Third, select the valve according to the patient’s lifetime pathway, not only the immediate procedural result. This means considering hemodynamics, frame design, leaflet position, commissural alignment, coronary re-access and patient–prosthesis mismatch.
Fourth, involve the patient in the decision. Younger patients may reasonably prioritize faster recovery, but they should also understand the uncertainty around long-term durability, the possibility of future reintervention and the implications of choosing TAVI versus SAVR as the first procedure.
This is where the Heart Team discussion becomes most valuable. The question is no longer simply “Can we do TAVI?” but “Does TAVI provide the best lifetime strategy for this individual patient?”
Looking Ahead
The rapid evolution of transcatheter aortic valve implantation has transformed the management of severe symptomatic aortic stenosis. What was once reserved for elderly or high-risk patients is now increasingly considered in selected younger and lower-risk populations.
However, as Dr Campante Teles makes clear, the expansion of TAVI into younger patients demands a more rigorous approach to anatomical assessment, valve selection and lifetime planning.
“What is new currently is that compared to some years ago, we have now evidence that this is a very good therapy as first-line for younger patients.”
For expert Heart Teams, the practical message is clear: procedural success is no longer enough. In younger, lower-risk patients, the first TAVI procedure must be planned with the next decade of care in mind.

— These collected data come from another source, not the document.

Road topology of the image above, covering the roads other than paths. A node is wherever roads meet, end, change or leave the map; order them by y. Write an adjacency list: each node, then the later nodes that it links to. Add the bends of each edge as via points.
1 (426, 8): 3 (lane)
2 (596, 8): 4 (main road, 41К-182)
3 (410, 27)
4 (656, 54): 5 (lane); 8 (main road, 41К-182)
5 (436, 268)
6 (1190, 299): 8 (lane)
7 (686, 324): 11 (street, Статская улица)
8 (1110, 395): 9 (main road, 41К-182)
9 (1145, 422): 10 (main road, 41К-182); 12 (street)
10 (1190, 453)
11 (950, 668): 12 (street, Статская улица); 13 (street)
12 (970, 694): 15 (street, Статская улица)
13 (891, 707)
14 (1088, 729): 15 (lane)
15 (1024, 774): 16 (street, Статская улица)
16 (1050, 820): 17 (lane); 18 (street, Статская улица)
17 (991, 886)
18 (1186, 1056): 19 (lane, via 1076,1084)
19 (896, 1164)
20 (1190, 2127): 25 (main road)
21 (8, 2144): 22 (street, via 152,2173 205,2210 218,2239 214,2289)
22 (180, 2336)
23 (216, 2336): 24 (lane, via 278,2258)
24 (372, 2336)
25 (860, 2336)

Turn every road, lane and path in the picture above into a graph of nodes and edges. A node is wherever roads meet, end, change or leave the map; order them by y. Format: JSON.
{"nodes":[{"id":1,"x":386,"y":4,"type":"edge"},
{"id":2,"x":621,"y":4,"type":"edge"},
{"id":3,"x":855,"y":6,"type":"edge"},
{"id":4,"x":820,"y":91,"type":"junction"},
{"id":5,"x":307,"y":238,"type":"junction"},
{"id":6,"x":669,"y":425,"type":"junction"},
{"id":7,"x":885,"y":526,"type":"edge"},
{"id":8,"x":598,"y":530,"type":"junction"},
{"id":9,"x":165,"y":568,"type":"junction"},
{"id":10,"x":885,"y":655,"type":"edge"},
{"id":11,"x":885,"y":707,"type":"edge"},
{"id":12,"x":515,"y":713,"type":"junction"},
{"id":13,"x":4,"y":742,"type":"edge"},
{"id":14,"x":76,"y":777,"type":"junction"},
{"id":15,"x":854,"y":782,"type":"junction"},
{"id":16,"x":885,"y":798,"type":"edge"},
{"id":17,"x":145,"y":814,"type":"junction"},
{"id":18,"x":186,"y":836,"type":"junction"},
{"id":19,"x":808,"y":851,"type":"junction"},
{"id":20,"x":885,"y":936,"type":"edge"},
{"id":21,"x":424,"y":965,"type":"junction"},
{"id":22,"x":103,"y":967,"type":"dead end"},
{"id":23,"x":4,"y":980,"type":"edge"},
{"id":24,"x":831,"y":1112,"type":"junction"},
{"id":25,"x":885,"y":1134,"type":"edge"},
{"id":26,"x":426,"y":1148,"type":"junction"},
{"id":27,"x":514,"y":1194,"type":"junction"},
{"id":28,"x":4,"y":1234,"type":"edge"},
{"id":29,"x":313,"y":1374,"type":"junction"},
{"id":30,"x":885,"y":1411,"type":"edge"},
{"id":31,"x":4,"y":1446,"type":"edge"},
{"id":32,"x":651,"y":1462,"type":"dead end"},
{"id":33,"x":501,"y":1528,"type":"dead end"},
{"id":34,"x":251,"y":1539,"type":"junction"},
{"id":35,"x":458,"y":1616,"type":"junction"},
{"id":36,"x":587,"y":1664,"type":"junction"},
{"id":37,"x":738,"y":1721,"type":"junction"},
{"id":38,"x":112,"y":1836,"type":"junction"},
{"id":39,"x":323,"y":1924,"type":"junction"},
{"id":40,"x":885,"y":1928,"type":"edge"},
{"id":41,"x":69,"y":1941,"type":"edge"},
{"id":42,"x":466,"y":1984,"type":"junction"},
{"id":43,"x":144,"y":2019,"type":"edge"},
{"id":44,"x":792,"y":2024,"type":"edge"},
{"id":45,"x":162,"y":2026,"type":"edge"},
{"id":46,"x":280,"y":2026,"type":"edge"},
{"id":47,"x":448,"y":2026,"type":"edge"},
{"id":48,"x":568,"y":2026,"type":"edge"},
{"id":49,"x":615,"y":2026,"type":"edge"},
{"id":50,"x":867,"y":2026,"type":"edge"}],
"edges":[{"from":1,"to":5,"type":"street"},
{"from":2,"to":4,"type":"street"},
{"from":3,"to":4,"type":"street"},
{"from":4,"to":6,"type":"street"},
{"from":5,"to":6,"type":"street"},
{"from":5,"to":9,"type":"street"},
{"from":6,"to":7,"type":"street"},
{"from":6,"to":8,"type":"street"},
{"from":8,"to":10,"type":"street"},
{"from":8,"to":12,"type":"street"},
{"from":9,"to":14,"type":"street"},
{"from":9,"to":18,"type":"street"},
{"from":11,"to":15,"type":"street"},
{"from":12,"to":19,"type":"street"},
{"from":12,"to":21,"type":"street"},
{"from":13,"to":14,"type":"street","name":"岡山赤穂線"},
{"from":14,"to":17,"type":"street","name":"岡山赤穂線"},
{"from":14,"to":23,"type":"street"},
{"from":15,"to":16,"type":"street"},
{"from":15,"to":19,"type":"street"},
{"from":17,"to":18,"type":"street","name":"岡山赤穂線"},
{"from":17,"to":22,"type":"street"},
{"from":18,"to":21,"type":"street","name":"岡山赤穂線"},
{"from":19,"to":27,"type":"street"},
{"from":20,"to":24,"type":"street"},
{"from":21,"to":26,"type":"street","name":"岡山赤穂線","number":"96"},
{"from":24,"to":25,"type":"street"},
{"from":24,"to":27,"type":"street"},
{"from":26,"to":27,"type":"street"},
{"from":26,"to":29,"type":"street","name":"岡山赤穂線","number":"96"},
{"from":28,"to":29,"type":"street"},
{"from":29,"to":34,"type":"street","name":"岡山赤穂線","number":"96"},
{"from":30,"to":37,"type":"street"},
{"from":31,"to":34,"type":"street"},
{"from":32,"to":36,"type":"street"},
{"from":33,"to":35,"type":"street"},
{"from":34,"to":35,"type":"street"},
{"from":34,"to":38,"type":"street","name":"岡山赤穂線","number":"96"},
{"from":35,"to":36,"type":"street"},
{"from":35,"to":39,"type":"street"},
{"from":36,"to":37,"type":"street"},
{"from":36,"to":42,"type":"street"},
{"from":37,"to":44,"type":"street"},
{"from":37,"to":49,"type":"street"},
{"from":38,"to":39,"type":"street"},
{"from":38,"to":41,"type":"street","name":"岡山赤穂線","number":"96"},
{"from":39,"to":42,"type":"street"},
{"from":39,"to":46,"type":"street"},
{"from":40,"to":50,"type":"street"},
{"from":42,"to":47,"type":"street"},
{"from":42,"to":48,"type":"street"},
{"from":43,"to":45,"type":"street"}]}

That means preserving coronary re-access, optimizing valve hemodynamics, minimizing PVL and pacemaker risk, anticipating redo-TAVI feasibility and selecting the index valve with a lifetime management strategy already in place.
As TAVI continues to expand, the most important decision may not be whether the valve can be implanted successfully today. It may be whether the valve selected today preserves the best options for tomorrow.
References
- Rao K, Baer A, Bapat VN, Piazza N, Hansen P, Prendergast B, Bhindi R. Lifetime management considerations to optimise transcatheter aortic valve implantation: a practical guide. EuroIntervention. 2024;20:e1493–e1504.
- Jørgensen TH, et al. Transcatheter aortic valve implantation in low-risk tricuspid or bicuspid aortic stenosis: the NOTION-2 trial. European Heart Journal. 2024;45:3804–3814.
- Jørgensen TH, et al. Transcatheter or surgical aortic valve replacement in patients with severe aortic stenosis aged 70 years or younger: A NOTION-2 substudy. American Heart Journal. 2025;284:67–70. PMID: 39952377.
- Ternacle J, et al. Seven-Year Valve Durability With Transcatheter or Surgical Aortic Valve Replacement: An Ad Hoc Analysis of the PARTNER 3 Randomized Clinical Trial. JAMA Cardiology. 2026. PMID: 42340728.